# Description: Disjoint Generative Model Manager Class
# Author: Anton D. Lautrup
# Date: 14-11-2024
# Version: 1.0
# License: MIT

from pandas import DataFrame
from typing import Dict, List, Literal

from joblib import Parallel, delayed

from .utils.dataset_manager import DataManager
from .utils.generative_model_adapters import DataGeneratorAdapter
from .utils.joining_strategies import JoinStrategy, Concatenating, UsingJoiningValidator

from .utils.generative_model_adapters import generate_synthetic_data


class DisjointGenerativeModels:
    """ Class for managing disjoint generative models.

    Attributes:
        original_data (DataFrame): The original (training) data.
        training_data (Dict[str, DataFrame]): The training data, split into different splits.
        generative_models (List[str]): The generative models to use.
        used_splits (Dict[str, List[str]]): The divisions of columns actually used.
        worker_id (int): The worker id for parallel runs.
        synthetic_data (DataFrame): The synthetic data (once generated).
        join_multiplier (int): The multiplier for the number of samples to generate (for using join validator).
    """
    def __init__(self,
                 training_data,
                 generative_models: List[str | DataGeneratorAdapter] | Dict[str | DataGeneratorAdapter, List[str]],
                 prepared_splits: Dict[str, List[str]] | Literal['correlated', 'random'] = None,
                 joining_strategy: JoinStrategy = UsingJoiningValidator(),
                 random_state: int = None,
                 parallel_worker_id: int = 0,
                 ):
        """ Initialize the DisjointGenerativeModels class.

        Args:
            training_data (DataFrame): The training data (before splitting).
            generative_models (List[str | DataGeneratorAdapter] | Dict[str | DataGeneratorAdapter, List[str]]): The generative models to use (can add column name lists).
            prepared_splits (Dict[str, List[str]]): Predefined splits of columns, if none use random splits for each model.
            joining_strategy (JoinStrategy): The strategy for joining dataframes, defaults to using joining validator.
            random_state (int): Random seed used for the generative models and joining process (note that it does not gurantee 100% reproducible results).
            parallel_worker_id (int): Index for not overwriting files in parallel runs.
        """
        self.original_data = training_data
        self.generative_models = generative_models
        self.used_splits = prepared_splits

        self.random_state = random_state
        self.worker_id = parallel_worker_id

        self._strategy = joining_strategy
        self.join_multiplier = 3
        pass
    
    @property
    def strategy(self) -> JoinStrategy:
        """ Get the current strategy for joining dataframes."""
        return self._strategy

    @strategy.setter
    def strategy(self, strategy: JoinStrategy) -> None:
        """ Change the current strategy for joining dataframes."""
        self._strategy = strategy

    def _setup(self):
        """ Perform the initial setup of the data and models."""
        
        split_kwargs = {'prepared_splits': self.used_splits}
        if self.used_splits is None:
            if isinstance(self.generative_models, Dict):
                split_kwargs = {'prepared_splits': self.generative_models}
        elif self.used_splits == 'correlated':
            split_kwargs = {'automated_splits': 'correlated', 'num_automated_splits': len(self.generative_models)}
        elif self.used_splits == 'random' or self.used_splits == None:
            split_kwargs = {'automated_splits': 'random', 'num_automated_splits': len(self.generative_models)}

        self.dm = DataManager(self.original_data.copy(), **split_kwargs)
        
        self.training_data = self.dm.encoded_dataset_dict
        self.used_splits = self.dm.column_splits

        if self.num_samples is None:
            self.num_samples = len(self.original_data)

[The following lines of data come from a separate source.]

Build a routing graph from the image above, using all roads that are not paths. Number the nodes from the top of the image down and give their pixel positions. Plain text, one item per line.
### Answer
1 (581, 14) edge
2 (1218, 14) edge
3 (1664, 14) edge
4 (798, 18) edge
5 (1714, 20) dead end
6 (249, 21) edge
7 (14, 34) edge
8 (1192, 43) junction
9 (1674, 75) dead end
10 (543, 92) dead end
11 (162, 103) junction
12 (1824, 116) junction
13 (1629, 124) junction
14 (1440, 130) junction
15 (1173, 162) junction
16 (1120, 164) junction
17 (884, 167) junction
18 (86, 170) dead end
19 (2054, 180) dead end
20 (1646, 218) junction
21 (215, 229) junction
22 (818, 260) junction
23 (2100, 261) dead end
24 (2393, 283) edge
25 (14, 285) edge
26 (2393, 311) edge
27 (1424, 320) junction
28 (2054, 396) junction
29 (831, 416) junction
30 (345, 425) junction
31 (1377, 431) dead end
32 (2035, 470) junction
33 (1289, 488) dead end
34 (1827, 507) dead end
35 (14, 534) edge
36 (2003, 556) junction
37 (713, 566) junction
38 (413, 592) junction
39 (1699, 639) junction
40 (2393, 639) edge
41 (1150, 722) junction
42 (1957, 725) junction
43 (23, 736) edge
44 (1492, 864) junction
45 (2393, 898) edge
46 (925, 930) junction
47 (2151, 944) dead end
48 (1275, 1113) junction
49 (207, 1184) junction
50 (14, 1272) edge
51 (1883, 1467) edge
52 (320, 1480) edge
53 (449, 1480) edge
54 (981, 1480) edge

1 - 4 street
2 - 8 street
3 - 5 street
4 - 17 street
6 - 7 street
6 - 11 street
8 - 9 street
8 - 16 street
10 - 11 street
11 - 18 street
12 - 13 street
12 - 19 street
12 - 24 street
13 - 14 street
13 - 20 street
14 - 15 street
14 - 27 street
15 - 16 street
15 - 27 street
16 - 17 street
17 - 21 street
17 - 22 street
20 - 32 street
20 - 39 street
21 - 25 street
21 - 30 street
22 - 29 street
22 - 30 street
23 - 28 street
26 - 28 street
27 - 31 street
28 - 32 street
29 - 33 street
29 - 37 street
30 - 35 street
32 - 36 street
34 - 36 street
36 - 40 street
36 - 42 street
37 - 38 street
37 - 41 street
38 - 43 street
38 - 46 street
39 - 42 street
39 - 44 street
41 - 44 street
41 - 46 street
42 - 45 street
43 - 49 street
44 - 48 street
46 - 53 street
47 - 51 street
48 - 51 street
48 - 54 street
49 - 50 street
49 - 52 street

        if hasattr(self._strategy, 'join_validator'):
            if self._strategy.join_validator.pre_fit is False:
                self._strategy.join_validator.fit_classifier(self.training_data, num_batches_of_bad_joins=2)
                self._strategy.join_validator.pre_fit = True
            self._strategy.max_size = int(self.num_samples)
            self.num_samples = int(self.join_multiplier*self.num_samples)   # multiplier of three seems to do well enough

        if isinstance(self.generative_models, Dict):     # get model names from dict to list
            self.generative_models = list(self.generative_models.keys())
        pass

    def _make_calibration_plot(self, holdout_data: DataFrame, stats: bool = True, save: bool = True) -> None:
        """ Make calibration plots for the validator model fit quality"""
        assert hasattr(self._strategy, 'join_validator'), "No validator model found."

        from .utils.plots import plot_calibration_curve

        dm_temp = DataManager(holdout_data, self.used_splits, verbose=False)
        enc_data = dm_temp.encoded_dataset_dict

        plot_calibration_curve(self._strategy.join_validator, self.training_data, enc_data, stats = stats, save_dir='plots', save_fig = save)
        pass

    def _make_pred_pointplot(self, holdout_data: DataFrame, save: bool = True) -> None:
        """ Make prediction point plots for the validator model fit quality"""
        assert hasattr(self._strategy, 'join_validator'), "No validator model found."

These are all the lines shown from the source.